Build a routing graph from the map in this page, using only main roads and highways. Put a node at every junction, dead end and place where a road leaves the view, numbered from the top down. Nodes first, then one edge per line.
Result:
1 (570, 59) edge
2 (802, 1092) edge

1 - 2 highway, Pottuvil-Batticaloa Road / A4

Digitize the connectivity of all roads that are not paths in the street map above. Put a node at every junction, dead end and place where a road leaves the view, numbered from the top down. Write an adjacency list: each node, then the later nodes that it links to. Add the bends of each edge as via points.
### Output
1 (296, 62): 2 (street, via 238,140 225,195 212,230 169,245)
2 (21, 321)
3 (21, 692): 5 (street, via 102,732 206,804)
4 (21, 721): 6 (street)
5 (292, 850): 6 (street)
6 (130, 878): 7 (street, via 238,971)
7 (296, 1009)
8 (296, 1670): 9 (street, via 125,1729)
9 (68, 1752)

====

From the first line to the last, restate the data above exactly.

Build a routing graph from the map in this page, using only main roads and highways. Put a node at every junction, dead end and place where a road leaves the view, numbered from the top down. Nodes first, then one edge per line.
Result:
1 (570, 59) edge
2 (802, 1092) edge

1 - 2 highway, Pottuvil-Batticaloa Road / A4

Digitize the connectivity of all roads that are not paths in the street map above. Put a node at every junction, dead end and place where a road leaves the view, numbered from the top down. Write an adjacency list: each node, then the later nodes that it links to. Add the bends of each edge as via points.
### Output
1 (296, 62): 2 (street, via 238,140 225,195 212,230 169,245)
2 (21, 321)
3 (21, 692): 5 (street, via 102,732 206,804)
4 (21, 721): 6 (street)
5 (292, 850): 6 (street)
6 (130, 878): 7 (street, via 238,971)
7 (296, 1009)
8 (296, 1670): 9 (street, via 125,1729)
9 (68, 1752)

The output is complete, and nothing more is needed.